It is, as everyone knows by now, 20 years since Ole Gunnar Solskjær scored that goal in European football’s biggest stadium and on European football’s biggest night. And, if it has often felt inescapable over the last fortnight, inevitably it was there again when he finally returned two decades later, playing on the screens of the press room as he got up and made his way to the Camp Nou pitch for the first time since 1999, BarçaTV recalling the moment more than the man in the middle of it.
“I don’t know how I will feel when I get there – there will be many emotions and it is a fantastic memory for me of course,” Solskjær said before heading out. He was 26 then; he is 46 now. “That was the only time I have ever been on the pitch, actually. I came here to the clásico in 2016 with my young son; we bought two tickets and sat high up in the stands. And I came again 10 days ago [to watch Barcelona-Atlético], but that’s it and I don’t really look back that often. I’ll just focus on tomorrow, on a better performance.”
They will need it, Solskjær admitted. He admitted it repeatedly, in fact. The mystique may be there, and it can provide strength too, the United manager preferring to talk of belief rather than fate, but it can break on reality. Manchester United have won three of four games away from home, scoring in the last minute at Juventus and at Paris Saint-Germain, and the Barcelona manager Ernesto Valverde talked about United’s “spirit”, noting “they have something special in the final minutes – in fact they won a Champions League here that way”. But he preferred not to hear destiny calling, and so too did Solskjær.

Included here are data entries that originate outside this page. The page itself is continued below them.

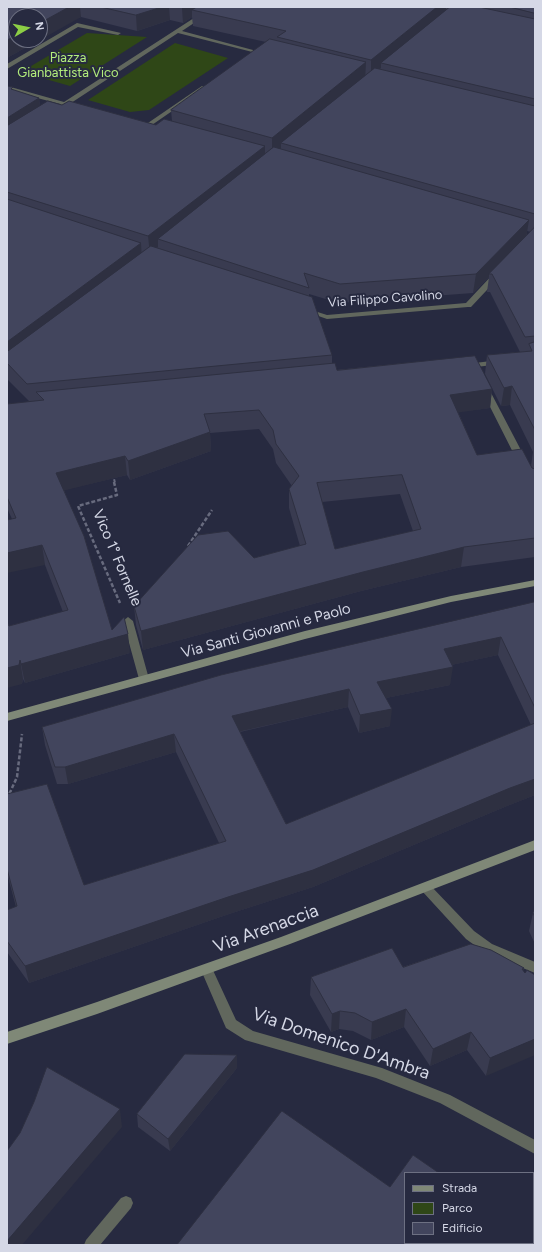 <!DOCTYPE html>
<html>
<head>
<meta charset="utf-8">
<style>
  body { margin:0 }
  #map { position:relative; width:542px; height:1252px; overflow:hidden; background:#272a40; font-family:Figtree,sans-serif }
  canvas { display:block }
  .frame { position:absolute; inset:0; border:8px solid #d5d8e6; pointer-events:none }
  .legend { position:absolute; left:404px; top:1172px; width:130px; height:72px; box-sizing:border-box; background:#272a40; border:1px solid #6d7082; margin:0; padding:5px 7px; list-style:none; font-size:12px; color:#d5d8e6 }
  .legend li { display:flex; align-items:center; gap:8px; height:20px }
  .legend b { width:20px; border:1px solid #6d7082 }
  .north { position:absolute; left:8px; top:8px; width:40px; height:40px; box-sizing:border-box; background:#272a40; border:1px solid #6d7082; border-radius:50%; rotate:81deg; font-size:11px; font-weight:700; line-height:16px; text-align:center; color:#d5d8e6 }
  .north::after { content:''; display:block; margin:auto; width:14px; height:18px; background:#8cce45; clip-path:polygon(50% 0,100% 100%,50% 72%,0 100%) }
</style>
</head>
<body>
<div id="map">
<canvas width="542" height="1252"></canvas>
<div class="frame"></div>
<ul class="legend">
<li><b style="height:5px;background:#7f8877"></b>Strada</li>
<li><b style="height:11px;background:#2f4717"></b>Parco</li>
<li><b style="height:11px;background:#42455d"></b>Edificio</li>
</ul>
<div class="north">N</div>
</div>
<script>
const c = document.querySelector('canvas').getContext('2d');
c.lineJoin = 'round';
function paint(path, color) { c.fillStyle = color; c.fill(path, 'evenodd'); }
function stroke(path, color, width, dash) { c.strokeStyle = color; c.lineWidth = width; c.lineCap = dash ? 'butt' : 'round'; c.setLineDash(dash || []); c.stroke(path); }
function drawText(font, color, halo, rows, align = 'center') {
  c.font = font + ' Figtree,sans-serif'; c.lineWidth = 4; c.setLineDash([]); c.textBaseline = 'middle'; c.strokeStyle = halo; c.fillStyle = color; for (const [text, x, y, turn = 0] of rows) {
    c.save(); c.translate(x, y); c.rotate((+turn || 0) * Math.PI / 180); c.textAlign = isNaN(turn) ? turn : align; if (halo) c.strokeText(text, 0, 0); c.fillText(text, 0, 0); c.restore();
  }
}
const green = new Path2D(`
  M87 33 147 37 70 86 21 72Z
  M175 43 228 58 149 110 130 112 88 100Z`);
const pathFar1 = new Path2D(`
  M113 475 115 483`);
const path = new Path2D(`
  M114 482 117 495 78 506 120 603
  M188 546 212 510
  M7 799 17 777 22 734`);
const service = new Path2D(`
  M126 1196 131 1198 133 1203 131 1208 100 1245H84L86 1240 121 1198Z`);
const minor = new Path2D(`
  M211 7H218L182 31 268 54V56L178 33 71 103 79 106V108L66 106 60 107V104L7 90V86L64 102Z
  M77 23 121 33 118 35 78 27 7 69V64Z
  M202 86 207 87 149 127H145V125Z
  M494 273H497L501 275 471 307H468L327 319 301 310 305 308 327 315 466 303Z
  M499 360 503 362 502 364 467 368 463 366 467 364Z
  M485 386 489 389 535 477V489L530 486 481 389Z
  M128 617 133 621 149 679 148 682H140L139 679 123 621Z
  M426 883 430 885 474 931 492 944 535 962V973L484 952 466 939 422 891 420 888 422 885Z
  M207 965 211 966 236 1020 253 1031 382 1068 450 1095 535 1140V1154L440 1103 376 1078 245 1040 226 1028 201 970 203 966Z`);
const secondary = new Path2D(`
  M535 580V586L451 602 305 639 7 721V713L305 631 451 596Z
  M535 840V850L290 944 97 1014 7 1044V1032L97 1002 281 937Z`);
const wall = new Path2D(`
  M7 7H535V557L461 567 361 591 143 650 136 625 134 606 254 558 300 546 289 508V489L292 486 276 463 273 449 259 429 210 433 211 451 130 480 127 475 64 490 112 630 130 653 25 683 23 679 22 684 9 626 63 612 45 565 12 519 7 508V404L30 402 7 379V86L13 90 39 98 40 106 62 105 156 125 172 121 171 110 266 42 193 26 192 17 183 23 170 20 137 31 81 17 16 40H39L7 58ZM527 231 531 232 527 236ZM489 277 487 292H490L520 352 487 355 485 374 501 406 510 405 533 452 531 466 477 455 458 412 490 408 492 389 337 370 332 363V355L309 296V294L339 303 473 293ZM400 494 413 531 335 549 322 502Z
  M535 602V795L507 806 313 887 229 914 29 983 7 952V910L16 907 7 873V794L84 885 219 843 176 752 68 784H57L45 745 42 727ZM498 655 531 725 286 824 240 732 348 707 359 733 390 726 386 698 450 685 451 665Z
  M535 909V944L529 931 533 913Z
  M403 967 524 968 486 1076 467 1050 430 1066 404 1027 371 1040 353 1031 339 1029 331 1032 310 995 311 977Z
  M237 1068 170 1151 138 1127 137 1114Z`);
const shadedWall = new Path2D(`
  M69 7H80L81 17 40 40V23Z
  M162 7H169L170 20 137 31 136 15Z
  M183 7H208L192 10V17L183 23 182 8Z
  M437 7H446V15L381 63V68L371 76V60Z
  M16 36V40H39L7 58V40Z
  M366 62 365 82 281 143V150L272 158V138Z
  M39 98 41 115 7 136V118Z
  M265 146V164L158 239V247L150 254 148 236Z
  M529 220 526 239 489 274V277L473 293 476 274Z
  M141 243 142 261 7 363V342Z
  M512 386 510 405 501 406 504 388Z
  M492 389 490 408 448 414 450 395Z
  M210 432 211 451 130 480 128 461Z
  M125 456 127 475 58 492 56 473Z
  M42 545 45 565 7 573V553Z
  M464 547 461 567 361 591 143 650 141 631 363 572Z
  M128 634 130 653 25 683 21 664Z
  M501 637 498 655 442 667 444 649Z
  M20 660 23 679 22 684 7 688V668Z
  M453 667 450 685 376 700 377 682Z
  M349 689 348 707 233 733 232 716Z
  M392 709 390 726 359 733 360 715Z
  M174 734 176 752 68 784 65 767Z
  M535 779V795L507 806 313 887 229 914 29 983 25 966Z
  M406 1009 404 1027 371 1040 372 1022Z
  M340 1011 339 1029 331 1032 332 1014Z
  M471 1032 467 1050 430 1066 433 1049Z
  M535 1039V1055L486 1076 490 1058Z
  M237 1055V1068L170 1151 168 1139Z
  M120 1109 122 1127 22 1245H7V1241Z`);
const building = new Path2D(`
  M7 7H69L40 23V16H16V36L7 40Z
  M101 7H162L136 15Z
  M197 7H437L371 60 277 37 286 31 192 10Z
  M450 7H479L535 19V99L381 63Z
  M510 7H535V13Z
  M270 39 366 62 272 138 171 110Z
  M375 68 535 106V214L281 143Z
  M7 86 13 87 11 89 39 98 7 118Z
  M48 101 62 105 69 101 156 125 164 119 265 146 148 236 7 192V126Z
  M274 147 529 220 476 274 340 284 304 273 309 288 158 239Z
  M7 199 141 243 7 342Z
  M535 227V336L525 337 492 274H489Z
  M151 246 312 297 332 355 27 384 7 363V352Z
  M535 342V430L512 386 504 388 487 355 532 351 529 344Z
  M475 356 492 389 450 395 477 455 522 449 532 468 535 469V538L464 547 363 572 141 631 134 606 198 535 228 531 254 558 306 544 289 489 299 476 276 444 273 430 259 410 204 414 210 432 128 461 125 456 56 473 84 536 112 630 124 617 128 634 21 664 20 660 19 665 7 668V622L9 626 68 610 42 545 7 553V520L16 518 7 497V404L44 400 36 392 335 363 337 370ZM402 475 421 529 335 549 317 483Z
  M535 602V708L501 637 444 649 453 667 377 682 392 709 360 715 349 689 232 716 286 824 535 723V779L510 788 313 870 228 897 25 966 7 941V910L17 906 7 869V794L47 784 84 885 226 841 174 734 65 767H55L42 727 221 675Z
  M535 909V917L533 913Z
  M471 944 491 950 524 968 522 969 525 973 527 970 535 975V1039L490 1058 471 1032 433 1049 406 1009 372 1022 355 1013 340 1011 332 1014 311 977 392 948 403 967Z
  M185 1054 237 1055 168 1139 137 1114Z
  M47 1067 120 1109 7 1241V1151L20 1133 34 1102Z
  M282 1111 390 1187 413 1155 439 1173H405V1243H533V1180L535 1181V1245H177Z`);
const farParknames = [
  ["Piazza",68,58],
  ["Gianbattista Vico",68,73]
];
const farStreetnames = [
  ["Via Filippo Cavolino",385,299,-4]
];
const streetNames = [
  ["Vico 1° Fornelle",117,558,67],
  ["Via Santi Giovanni e Paolo",266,631,-15]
];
const nearStreetnames = [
  ["Via Arenaccia",266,929,-20],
  ["Via Domenico D'Ambra",341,1044,19]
];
paint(green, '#2f4717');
stroke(pathFar1, '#686b7e', 2, [3, 1.5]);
stroke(path, '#686b7e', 2.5, [4, 2]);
paint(service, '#61675d');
paint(minor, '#61675d');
paint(secondary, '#7f8877');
paint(wall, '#393b50');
paint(shadedWall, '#2e3041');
paint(building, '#42455d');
stroke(building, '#2e3041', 1);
drawText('13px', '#b3ee7c', '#272a40', farParknames);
drawText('13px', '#d5d8e6', '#272a40', farStreetnames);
drawText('15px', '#d5d8e6', '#272a40', streetNames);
drawText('18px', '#d5d8e6', '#272a40', nearStreetnames);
</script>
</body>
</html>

“We all take examples from the past to motivate us for the future; you can think it can happen again but in the end I think the destiny has to be written by you, not because it happened again,” Valverde said. “You have to seek it, and we will to seek our destiny tomorrow. I suppose United will do that too.”
United won the treble that night in 1999. Barcelona, the league virtually secure, the Copa del Rey final awaiting them, aspire to a treble of their own. It would be their third and if they do not achieve that now, absurd though it sounds, their season is likely to be judged a disappointment. If they do not make it into the semi-final for the first time in four years, it will be considered a disaster. They lead 1-0 from the first leg and have not lost a European game at the Camp Nou for 30 matches, going back to 2013. Their record reads: 27 wins, three draws, 93 goals scored, 15 conceded.

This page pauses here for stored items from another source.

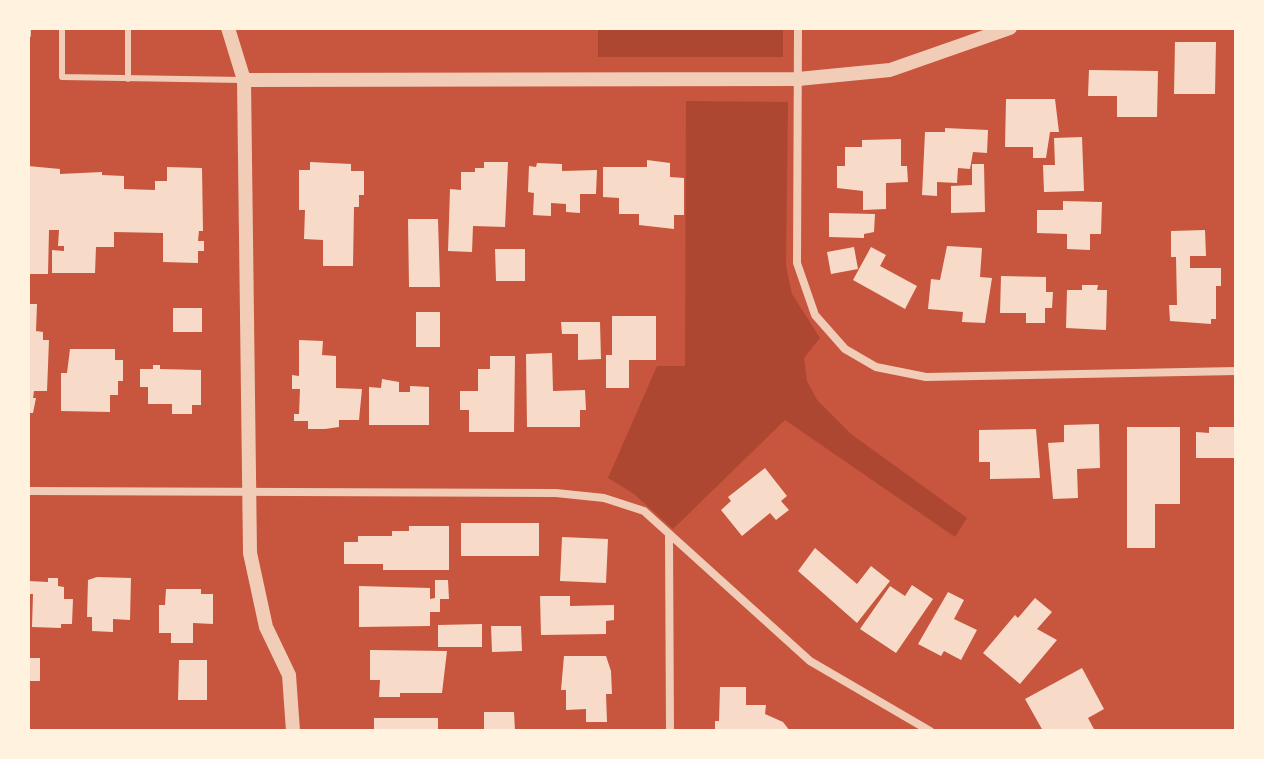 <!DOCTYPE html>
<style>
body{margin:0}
#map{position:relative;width:1264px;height:759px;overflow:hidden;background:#c8553d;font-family:Barlow,sans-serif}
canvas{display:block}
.frame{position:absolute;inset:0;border:30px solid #fff3e0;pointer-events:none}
</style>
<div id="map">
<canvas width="1264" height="759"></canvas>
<div class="frame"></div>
</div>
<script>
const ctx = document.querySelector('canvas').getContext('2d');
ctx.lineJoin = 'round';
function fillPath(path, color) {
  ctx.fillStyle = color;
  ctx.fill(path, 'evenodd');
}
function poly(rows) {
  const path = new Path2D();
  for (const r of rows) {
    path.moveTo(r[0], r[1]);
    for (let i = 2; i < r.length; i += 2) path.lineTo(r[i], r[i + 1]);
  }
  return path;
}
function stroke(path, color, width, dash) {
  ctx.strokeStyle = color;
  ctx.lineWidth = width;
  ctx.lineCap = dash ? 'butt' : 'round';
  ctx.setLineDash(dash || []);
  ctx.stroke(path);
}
fillPath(poly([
 [598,28,783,28,783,57,598,57],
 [686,101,788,102,786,266,792,294,820,338,804,358,807,381,817,400,851,434,967,518,955,537,785,420,673,529,634,494,608,478,657,366,685,366]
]), '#ae4732');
fillPath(poly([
 [1175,42,1216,42,1215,94,1174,94],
 [1089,70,1158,71,1157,117,1117,117,1117,96,1088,96],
 [1006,99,1055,99,1059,132,1050,132,1046,158,1033,158,1033,147,1005,147],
 [945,128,988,130,987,153,973,152,970,169,958,168,957,183,937,182,937,196,922,195,925,132,945,132],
 [1082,137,1084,191,1044,192,1043,165,1055,165,1054,138],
 [901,139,901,166,907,166,908,182,886,183,886,209,863,210,863,191,837,188,837,166,845,166,845,147,862,147,862,140],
 [647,160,670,163,670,177,684,178,684,215,674,215,674,229,639,225,639,214,619,214,619,198,603,197,603,167,647,167],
 [310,162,351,164,351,171,364,171,364,195,359,195,359,207,354,207,353,266,323,266,323,240,304,239,305,210,299,210,299,170,310,170],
 [484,162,508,162,505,227,473,226,472,252,448,251,450,189,461,190,461,172,475,172,475,168,484,168],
 [537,163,562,164,562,171,597,170,596,194,580,194,580,213,566,212,566,204,551,203,551,216,533,215,534,193,528,192,529,166,536,167],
 [972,164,984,164,985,212,951,213,951,186,972,185],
 [28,166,60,169,60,174,102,172,102,175,124,176,124,189,155,190,155,181,167,181,167,167,202,168,203,231,199,231,198,241,204,241,204,251,198,251,198,263,163,262,163,233,114,232,114,247,96,247,95,273,52,273,52,250,64,251,64,246,58,246,59,230,49,230,48,274,28,274],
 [1063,201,1102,202,1101,234,1090,234,1090,250,1067,249,1067,234,1037,233,1037,210,1063,210],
 [829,213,875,214,874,232,864,234,864,238,829,237],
 [408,219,438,219,440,287,409,287],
 [1205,230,1206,256,1190,256,1190,268,1221,268,1221,286,1216,286,1216,319,1211,319,1211,324,1170,321,1169,305,1177,305,1176,257,1171,257,1171,231],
 [947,246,982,248,980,277,992,278,985,323,962,322,963,312,928,309,931,279,940,280],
 [854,247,858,269,831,274,827,252],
 [871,247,886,255,880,266,917,286,905,309,853,280],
 [495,249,525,249,525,281,496,281],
 [1001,276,1046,277,1046,292,1053,292,1052,308,1045,308,1045,323,1026,323,1026,313,1000,313],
 [1082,285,1098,285,1097,290,1107,290,1106,330,1066,328,1067,290,1082,290],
 [28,304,37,304,36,331,43,332,43,340,49,340,47,391,34,391,33,398,36,398,33,413,28,413],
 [173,308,202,308,202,332,173,332],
 [416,312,440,312,440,347,416,347],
 [612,316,656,316,656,360,629,360,629,388,606,388,606,355,612,355],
 [561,322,600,322,601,359,578,360,578,334,562,334],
 [299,340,323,341,322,355,336,356,336,388,362,389,359,420,339,420,339,427,325,429,308,429,308,421,294,421,294,414,299,414,300,389,292,389,292,375,299,376],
 [70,349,115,349,115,360,123,360,123,381,118,381,118,395,110,395,110,412,61,411,61,373,67,373],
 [552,353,553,391,585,390,586,410,580,410,580,427,527,427,526,354],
 [490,356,515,356,514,432,469,432,469,410,460,410,460,391,478,391,478,369,490,369],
 [153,365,160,365,160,369,201,370,201,405,192,405,192,414,172,414,172,404,148,404,148,387,140,387,140,369,153,369],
 [382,379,399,382,399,392,410,392,410,386,429,387,429,425,369,425,369,387,381,388],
 [1099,424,1100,468,1077,469,1078,498,1053,499,1048,443,1064,442,1064,425],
 [1127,427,1180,427,1180,504,1155,504,1155,548,1127,548],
 [1209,427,1236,427,1236,458,1196,458,1196,432,1209,433],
 [1036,429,1040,478,990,479,990,462,979,462,979,430],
 [765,468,787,496,781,501,789,510,776,520,770,513,742,536,721,510,731,501,728,497],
 [461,523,539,523,539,556,461,556],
 [409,526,449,526,449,570,383,570,383,564,344,564,344,542,358,542,358,536,392,536,392,531,409,531],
 [562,537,608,539,606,583,560,581],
 [815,548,857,584,871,566,890,581,857,623,798,571],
 [97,577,131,578,130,620,113,619,113,632,92,631,92,617,87,617,88,580],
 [48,578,58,578,58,586,64,587,64,599,73,599,72,624,61,624,61,628,32,627,33,594,28,594,28,581,48,582],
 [435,580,448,580,449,599,440,599,440,612,430,612,430,626,359,627,359,586,430,588,430,599,435,598],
 [912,585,933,599,896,653,860,629,890,586,905,596],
 [166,589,201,589,201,594,213,594,213,624,193,623,193,643,171,643,171,633,159,633,159,605,165,605],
 [948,592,964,600,954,619,977,630,961,660,944,651,941,656,918,644],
 [540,596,570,596,570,606,614,605,614,620,606,621,606,634,541,635],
 [1035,598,1052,612,1037,629,1057,640,1020,684,983,653,1015,615,1018,618],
 [482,624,482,647,438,647,438,625],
 [491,626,521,626,522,651,492,652],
 [370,650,447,651,442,693,400,693,400,697,379,697,380,680,370,680],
 [564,656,606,656,611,671,612,694,606,694,607,722,586,722,586,709,566,710,566,690,561,690],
 [28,658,40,658,40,681,28,681],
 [179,660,207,660,207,700,178,700],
 [1082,668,1104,709,1088,718,1095,731,1043,731,1025,699],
 [720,687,746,687,746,705,766,705,765,714,783,722,790,731,715,731,715,721,719,721],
 [484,712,514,712,515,731,484,731],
 [374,718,438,718,438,731,374,731]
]), '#f7dbc8');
stroke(poly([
 [62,28,62,77,242,80],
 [28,35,28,28],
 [128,79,128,28]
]), '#f1ccb7', 6);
stroke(poly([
 [798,28,797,263,815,315,845,349,876,367,926,377,1236,371],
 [28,491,556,493,604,498,644,511,810,661,930,731],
 [669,537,670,731]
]), '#f1ccb7', 8);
stroke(poly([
 [228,28,244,80,250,553,266,627,289,675,293,731],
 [244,80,798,79,890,70,1010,28]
]), '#f1ccb7', 14);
</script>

And Lionel Messi is back, Valverde confirmed: “He was dazed after [the clash with Chris Smalling at] Old Trafford, but he’s fine now.” That said, Barcelona have not gone beyond this stage since 2015, falling here three years in a row, and Messi has not scored a quarter-final goal since April 2013, 12 games ago. “He’s closer to scoring tomorrow, then,” Barcelona’s manager shot back. “When you talk about stats a lot, that’s fine and all, but the past doesn’t tell you what will happen in the future.”
Here, though, the past seemed to play, ever present albeit as something to escape that neither coach wanted to be trapped by. If United will always have Paris, Solskjær was clear that it is not enough; it was tempting to see a team that has already come further than anyone expected – and may even have come too far. Tempting, too, to wonder if that suggested that rather than making progress inevitable, it made a fall more probable: play like they did in the Parc des Princes and the result won’t be the same.
Asked if he believes in fate, Solskjær responded: “I believe that you get what you deserve in sport, if you put your life, effort and determination into it. Belief is massive. Everyone has talent, a certain ability, but we saw against PSG that we can get back from 2-0 down against a fantastic team. Historically, Barcelona are the best in the world over the last 10 years so we know that this will need a fantastic effort.
“Sometimes people say it has to be our year, that it was 20 years ago, that I played with the No 20, that we’re back at the Camp Nou. But to go through we have to deserve it. You can’t just say that it’s fate.”
Instead, it’s football. Valverde admitted that the thing he most feared about United was their speed: “If you give them space, they run well, they’re decisive.” And asked if he expected United to begin on the attack, he replied: “I imagine they’ll try to do something similar to what they did at other grounds.”
Solskjær, though, was clearly unsatisfied with previous performances, aware that this task is greater. He demanded more from his forwards and greater concentration from them all. He also demanded they have the ball: there would be little point parking the bus.
“We slept,” Solskjær began when he analysed the goal that gives Barcelona a slender lead. “I won’t say for a second because they kept the ball for a long time but they kept the ball, kept the ball, and we switched off, Busquets got half a yard and played that pass. Belief is important, but concentration is another.
“We [also] didn’t keep the ball as well as we should have at home, we didn’t create enough chances, and you have to do that against Barcelona. You can get some freak results, but that doesn’t normally happen. We have to perform better than 80%-20%; we need to stamp our authority on the game because if you give Suárez, Messi, Coutinho time on the ball, too many chances, you will suffer. So I hope we will not just camp outside our box.”
This will be hard, in other words. “Even harder than Bayern in 1999?” he was asked. That again. “In football anything can happen and we know that if we keep a clean sheet we can still be in the tie in the 93rd minute, because we are bigger than them, physically taller, but it is about the quality. We need to defend well but we also need to score,” Solskjær said.
“I don’t mind if it comes in the 93rd minute.”